[[ The input, beginning ]]

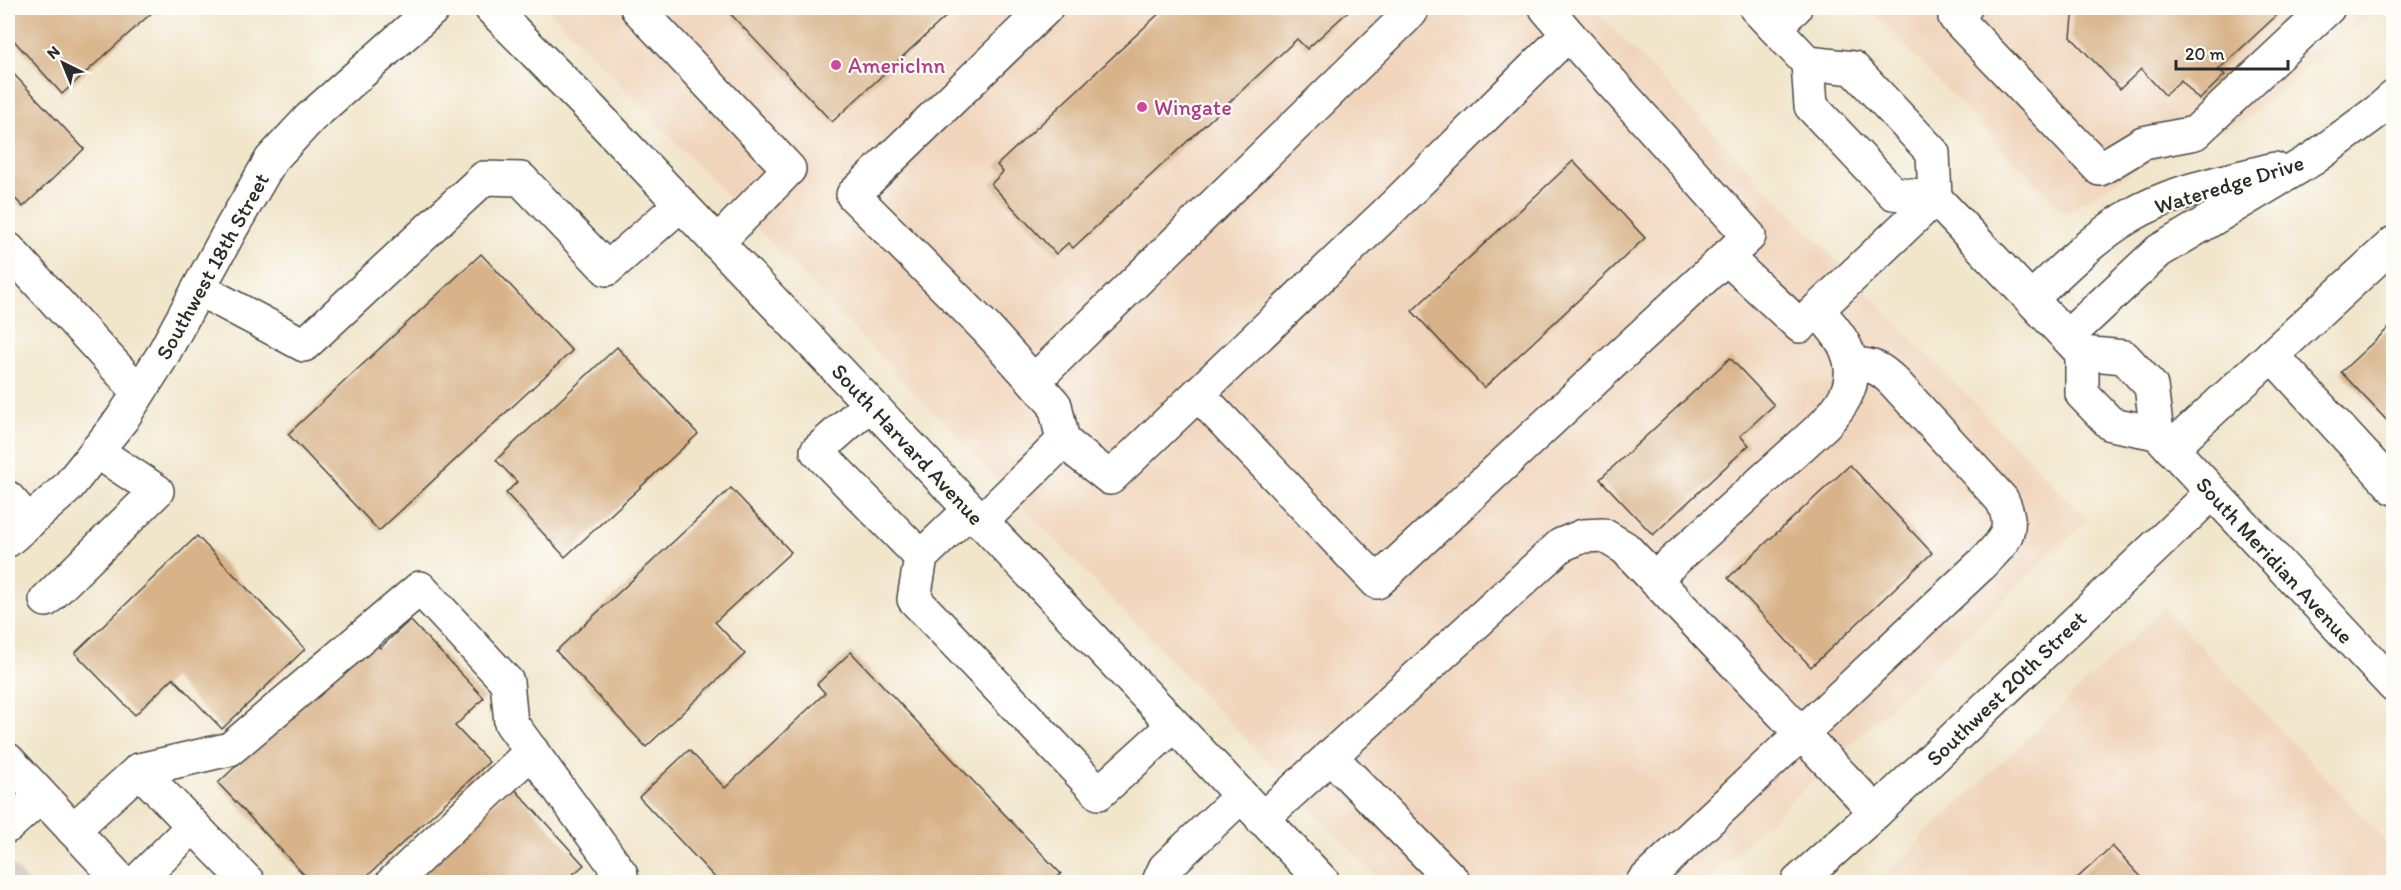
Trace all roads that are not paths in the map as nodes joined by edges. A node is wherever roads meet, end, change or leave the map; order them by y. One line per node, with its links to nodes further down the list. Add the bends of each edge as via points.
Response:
1 (491, 8): 15 (street, South Harvard Avenue)
2 (637, 8): 16 (street, via 789,169)
3 (1046, 8): 26 (street, via 854,195)
4 (1546, 8): 10 (street)
5 (1965, 8): 6 (street, via 1955,17 2100,169 2143,143 2195,133)
6 (2328, 8)
7 (1411, 9): 26 (street)
8 (421, 12): 20 (street, Southwest 18th Street, via 310,118 272,160)
9 (1775, 14): 11 (street)
10 (1568, 34): 19 (street, via 1749,236); 28 (street)
11 (1808, 63): 14 (street, via 1811,106 1819,115 1893,193); 14 (street, via 1853,68 1933,153)
12 (2394, 96): 13 (street, Wateredge Drive)
13 (2314, 158): 21 (street, Wateredge Drive, via 2183,193 2131,215 2081,252); 23 (street, Wateredge Drive, via 2159,251)
14 (1935, 198): 21 (street); 22 (street)
15 (681, 204): 16 (street, South Harvard Avenue); 20 (street, via 607,269 521,179 484,177 304,345)
16 (717, 243): 29 (street, South Harvard Avenue)
17 (2394, 243): 24 (street)
18 (8, 249): 27 (street)
19 (1726, 257): 22 (street, via 1800,326); 28 (street, via 1377,582)
20 (199, 289): 27 (street, Southwest 18th Street)
21 (2031, 299): 23 (street)
22 (1817, 310): 25 (street, via 1848,349)
23 (2074, 345): 30 (street, via 2124,357 2151,386); 30 (street, via 2082,394 2111,424)
24 (2272, 355): 30 (street); 33 (street)
25 (1851, 364): 39 (street, via 1846,397 1826,424); 43 (street, via 1872,365 1896,383 2002,500 2010,527 2003,542 1983,563)
26 (1034, 381): 31 (street, via 1055,405)
27 (139, 392): 32 (street, Southwest 18th Street)
28 (1198, 394): 31 (street, via 1110,478)
29 (870, 404): 36 (street, South Harvard Avenue); 38 (street, via 817,451)
30 (2164, 440): 34 (street, South Meridian Avenue)
31 (1063, 441): 36 (street)
32 (96, 451): 37 (street, Southwest 18th Street, via 67,488); 40 (street, via 157,491)
33 (2394, 488)
34 (2212, 492): 41 (street, South Meridian Avenue); 50 (street, Southwest 20th Street)
35 (8, 498): 37 (street)
36 (976, 516): 38 (street); 42 (street, South Harvard Avenue)
37 (18, 531)
38 (921, 557): 42 (street, via 914,599 1099,793)
39 (1654, 579): 43 (street); 45 (street, via 1625,548 1603,535 1583,536 1561,545)
40 (46, 600)
41 (2394, 686)
42 (1174, 725): 49 (street, South Harvard Avenue)
43 (1801, 733): 50 (street); 62 (street)
44 (532, 751): 47 (street, via 511,723 507,682 420,588 230,749); 57 (street); 58 (street, via 621,874)
45 (1330, 756): 49 (street); 61 (street)
46 (8, 760): 48 (street)
47 (139, 770): 52 (street); 53 (street)
48 (41, 796): 51 (street); 53 (street)
49 (1251, 808): 59 (street, via 1165,868 1160,879); 60 (street, South Harvard Avenue)
50 (1876, 812): 63 (street, Southwest 20th Street)
51 (8, 826)
52 (193, 826): 55 (street); 56 (street)
53 (73, 830): 54 (street)
54 (122, 882)
55 (137, 882)
56 (248, 882)
57 (393, 882)
58 (612, 882)
59 (1164, 882)
60 (1323, 882)
61 (1455, 882)
62 (1643, 882)
63 (1798, 882)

[[ The input, end ]]

▸ Problem statement
Every record is to be restated word for word, with the pictures left out.

▸ Response to the exercise
Trace all roads that are not paths in the map as nodes joined by edges. A node is wherever roads meet, end, change or leave the map; order them by y. One line per node, with its links to nodes further down the list. Add the bends of each edge as via points.
Response:
1 (491, 8): 15 (street, South Harvard Avenue)
2 (637, 8): 16 (street, via 789,169)
3 (1046, 8): 26 (street, via 854,195)
4 (1546, 8): 10 (street)
5 (1965, 8): 6 (street, via 1955,17 2100,169 2143,143 2195,133)
6 (2328, 8)
7 (1411, 9): 26 (street)
8 (421, 12): 20 (street, Southwest 18th Street, via 310,118 272,160)
9 (1775, 14): 11 (street)
10 (1568, 34): 19 (street, via 1749,236); 28 (street)
11 (1808, 63): 14 (street, via 1811,106 1819,115 1893,193); 14 (street, via 1853,68 1933,153)
12 (2394, 96): 13 (street, Wateredge Drive)
13 (2314, 158): 21 (street, Wateredge Drive, via 2183,193 2131,215 2081,252); 23 (street, Wateredge Drive, via 2159,251)
14 (1935, 198): 21 (street); 22 (street)
15 (681, 204): 16 (street, South Harvard Avenue); 20 (street, via 607,269 521,179 484,177 304,345)
16 (717, 243): 29 (street, South Harvard Avenue)
17 (2394, 243): 24 (street)
18 (8, 249): 27 (street)
19 (1726, 257): 22 (street, via 1800,326); 28 (street, via 1377,582)
20 (199, 289): 27 (street, Southwest 18th Street)
21 (2031, 299): 23 (street)
22 (1817, 310): 25 (street, via 1848,349)
23 (2074, 345): 30 (street, via 2124,357 2151,386); 30 (street, via 2082,394 2111,424)
24 (2272, 355): 30 (street); 33 (street)
25 (1851, 364): 39 (street, via 1846,397 1826,424); 43 (street, via 1872,365 1896,383 2002,500 2010,527 2003,542 1983,563)
26 (1034, 381): 31 (street, via 1055,405)
27 (139, 392): 32 (street, Southwest 18th Street)
28 (1198, 394): 31 (street, via 1110,478)
29 (870, 404): 36 (street, South Harvard Avenue); 38 (street, via 817,451)
30 (2164, 440): 34 (street, South Meridian Avenue)
31 (1063, 441): 36 (street)
32 (96, 451): 37 (street, Southwest 18th Street, via 67,488); 40 (street, via 157,491)
33 (2394, 488)
34 (2212, 492): 41 (street, South Meridian Avenue); 50 (street, Southwest 20th Street)
35 (8, 498): 37 (street)
36 (976, 516): 38 (street); 42 (street, South Harvard Avenue)
37 (18, 531)
38 (921, 557): 42 (street, via 914,599 1099,793)
39 (1654, 579): 43 (street); 45 (street, via 1625,548 1603,535 1583,536 1561,545)
40 (46, 600)
41 (2394, 686)
42 (1174, 725): 49 (street, South Harvard Avenue)
43 (1801, 733): 50 (street); 62 (street)
44 (532, 751): 47 (street, via 511,723 507,682 420,588 230,749); 57 (street); 58 (street, via 621,874)
45 (1330, 756): 49 (street); 61 (street)
46 (8, 760): 48 (street)
47 (139, 770): 52 (street); 53 (street)
48 (41, 796): 51 (street); 53 (street)
49 (1251, 808): 59 (street, via 1165,868 1160,879); 60 (street, South Harvard Avenue)
50 (1876, 812): 63 (street, Southwest 20th Street)
51 (8, 826)
52 (193, 826): 55 (street); 56 (street)
53 (73, 830): 54 (street)
54 (122, 882)
55 (137, 882)
56 (248, 882)
57 (393, 882)
58 (612, 882)
59 (1164, 882)
60 (1323, 882)
61 (1455, 882)
62 (1643, 882)
63 (1798, 882)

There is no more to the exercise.